In that piece, Michael Morris, a regional transportation planning official who has become the region's greatest road-huckster politico, was quoted saying the problem is that we need more rail lines to our farthest-flung suburban outposts. "We've got to build rail to Frisco one day," Morris told Formby. "We've got to build rail to McKinney one day."
But ... why? Isn't that the basic failure? Back when this region first started building a rail system, there was a chance to leave the suburbs out of it, raise the money exclusively within the city and use it to build a heavy rail system with a lot of subway. That would have given the city fast trains that didn't have to stop at streetlights and presumably would have incentivized development of a no-car zone where people could live in high-rises and not even own the damn things.
Unfortunately, DART, our regional transit agency, was corrupted from the beginning by me-too-ism among the raw land elite, who still had great power and influence in the city, who did not want to see Dallas develop an edge that might have diluted their investment in the 'burbs and who saw trains as trophies, like Lionel sets under their Christmas trees. Hence we have wasted decades and untold treasure building the stupidest thing possible, a commuter train system, when what we needed from the beginning was a train system to free people from commuting.
In his piece, Formby quotes a transportation economist at the University of Toronto, Matthew Turner, saying something like that, if not exactly:
"Turner said expanding into low-density suburbs on the outreaches of the region is 'like a Ponzi scheme' because demand there isn't enough to financially sustain the infrastructure costs of rails lines and trains. 'They're big, expensive machines for moving lots of people, and they're going to bankrupt you unless you have a lot of people wanting to move,' he said."
I looked Turner up and found a Q&A in which he talks about congestion pricing, a theme I would assume is related to the proposal for tolled lanes on U.S. 75. He says that building more free road capacity is exactly the wrong thing to do, if you want to relieve congestion. For every 1 percent increase in free capacity, his studies have found, there is a 1 percent increase in driving: "This means that we should not expect either road or transit expansions to alleviate traffic congestion in the long run. The only policy that we know to be effective at reducing traffic congestion is congestion pricing."
Charging a toll, on the other hand, does reduce congestion, he says. "If we impose tolls on congested roads at congested times, we give people an incentive to shift their travel to an uncongested time when we have surplus road capacity. This saves people from waiting in traffic and will likely increase the capacity of our road network."
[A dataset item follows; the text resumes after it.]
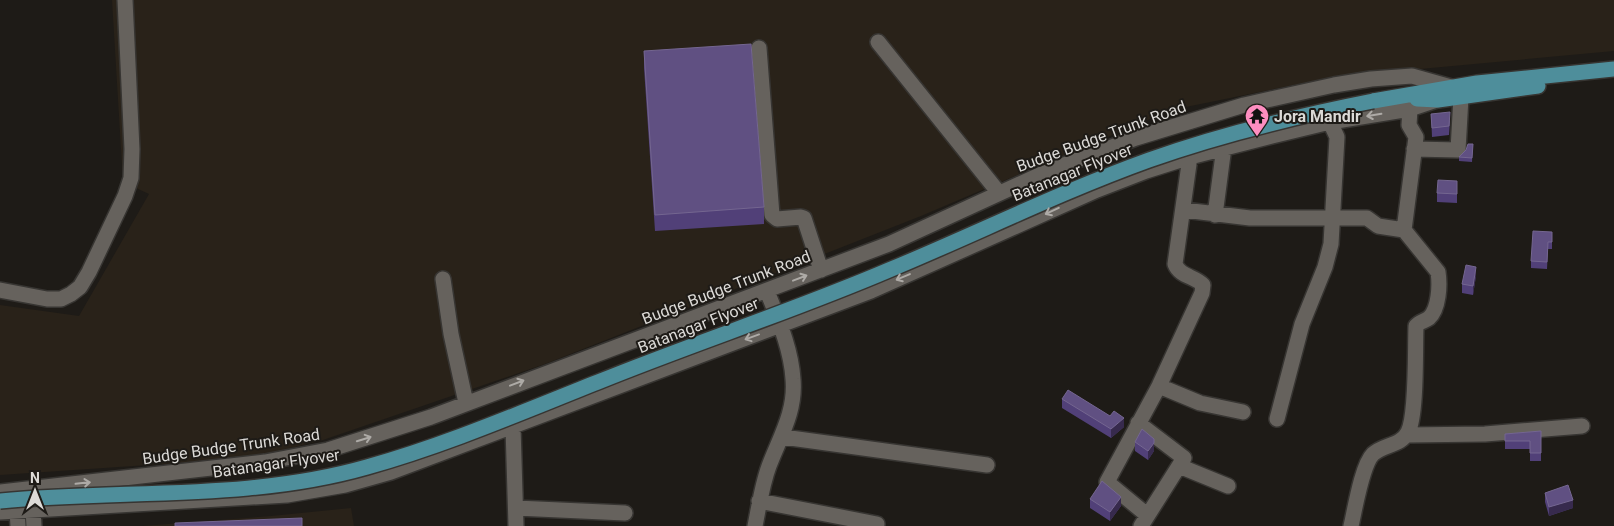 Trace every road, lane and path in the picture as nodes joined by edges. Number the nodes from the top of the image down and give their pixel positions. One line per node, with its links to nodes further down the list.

What we really see in the remark above of the state representative from the northern suburbs is that the raw land culture wants it both ways. It wants to build a gated community without a gate. For obvious reasons it objects to anything that might slow the flow of new homebuyers into its realm.
We in the city are the people who should really want the suburbs to be gated. We need to put a big gate between us -- a vault door, in fact. It's in our interest to see the costs of sprawl honestly priced.
Of course people should be free to live where they want to live in the way they want to live. But they should have to pay the true price for their lifestyle. At the very least those of us who live in cities should not go on paying subsidies to prop up raw land sprawl, which is pretty much what DART and free highways have become.